(What the task asks)
Output all entries verbatim, dropping pictures.

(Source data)
+-------+

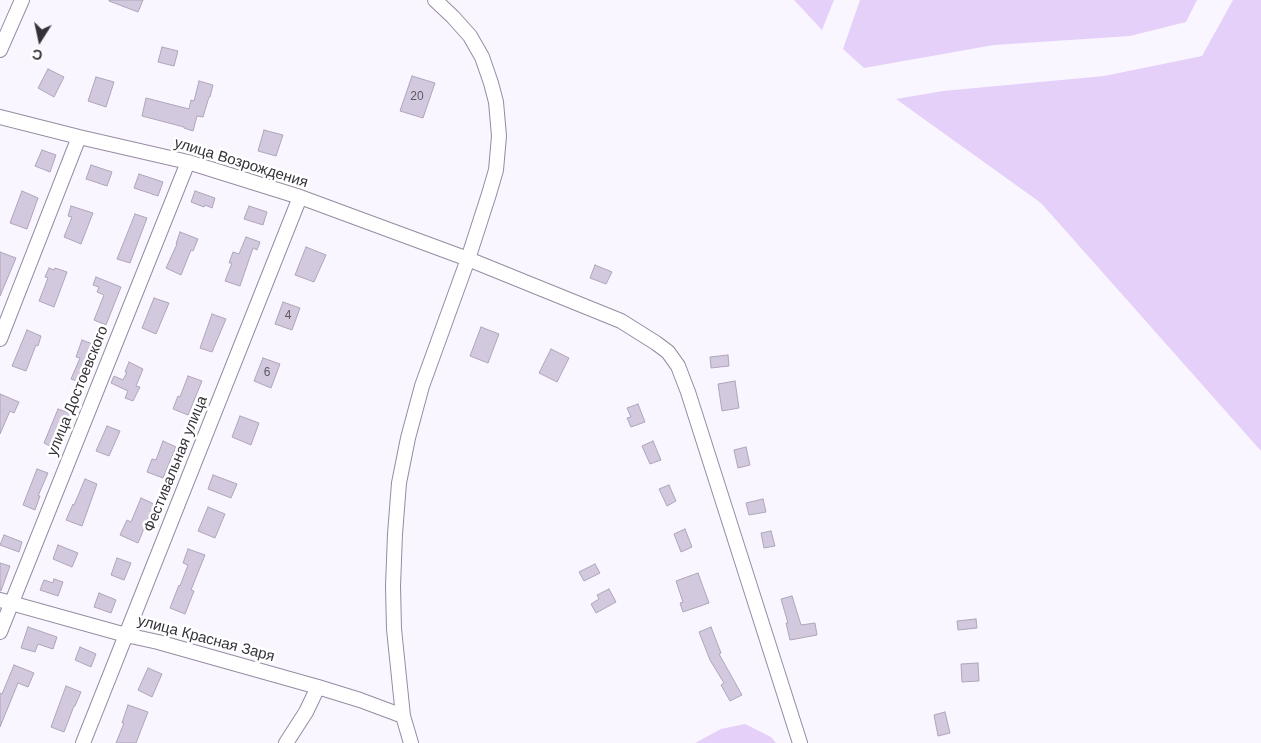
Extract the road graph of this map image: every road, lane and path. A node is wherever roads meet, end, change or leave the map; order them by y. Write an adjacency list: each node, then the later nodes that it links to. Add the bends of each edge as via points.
1 (22, 0): 3 (street)
2 (434, 0): 8 (street, via 470,36 482,57 496,102 499,136 496,170)
3 (0, 50)
4 (0, 117): 5 (street, улица Возрождения)
5 (79, 137): 6 (street, улица Возрождения); 9 (street)
6 (188, 162): 7 (street, улица Возрождения); 10 (street, улица Достоевского)
7 (300, 197): 8 (street, улица Возрождения); 12 (street, Фестивальная улица)
8 (468, 259): 14 (street, via 422,386 399,483 393,586); 18 (street, улица Возрождения, via 621,321 662,347 678,366)
9 (0, 339)
10 (5, 601): 11 (street, улица Достоевского); 12 (street, улица Красная Заря)
11 (0, 632)
12 (126, 635): 13 (street, улица Красная Заря); 15 (street, Фестивальная улица)
13 (318, 687): 14 (street, улица Красная Заря); 16 (street)
14 (403, 716): 17 (street)
15 (83, 743)
16 (286, 743)
17 (411, 743)
18 (800, 743)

+-------+

(Solved exercise)
Extract the road graph of this map image: every road, lane and path. A node is wherever roads meet, end, change or leave the map; order them by y. Write an adjacency list: each node, then the later nodes that it links to. Add the bends of each edge as via points.
1 (22, 0): 3 (street)
2 (434, 0): 8 (street, via 470,36 482,57 496,102 499,136 496,170)
3 (0, 50)
4 (0, 117): 5 (street, улица Возрождения)
5 (79, 137): 6 (street, улица Возрождения); 9 (street)
6 (188, 162): 7 (street, улица Возрождения); 10 (street, улица Достоевского)
7 (300, 197): 8 (street, улица Возрождения); 12 (street, Фестивальная улица)
8 (468, 259): 14 (street, via 422,386 399,483 393,586); 18 (street, улица Возрождения, via 621,321 662,347 678,366)
9 (0, 339)
10 (5, 601): 11 (street, улица Достоевского); 12 (street, улица Красная Заря)
11 (0, 632)
12 (126, 635): 13 (street, улица Красная Заря); 15 (street, Фестивальная улица)
13 (318, 687): 14 (street, улица Красная Заря); 16 (street)
14 (403, 716): 17 (street)
15 (83, 743)
16 (286, 743)
17 (411, 743)
18 (800, 743)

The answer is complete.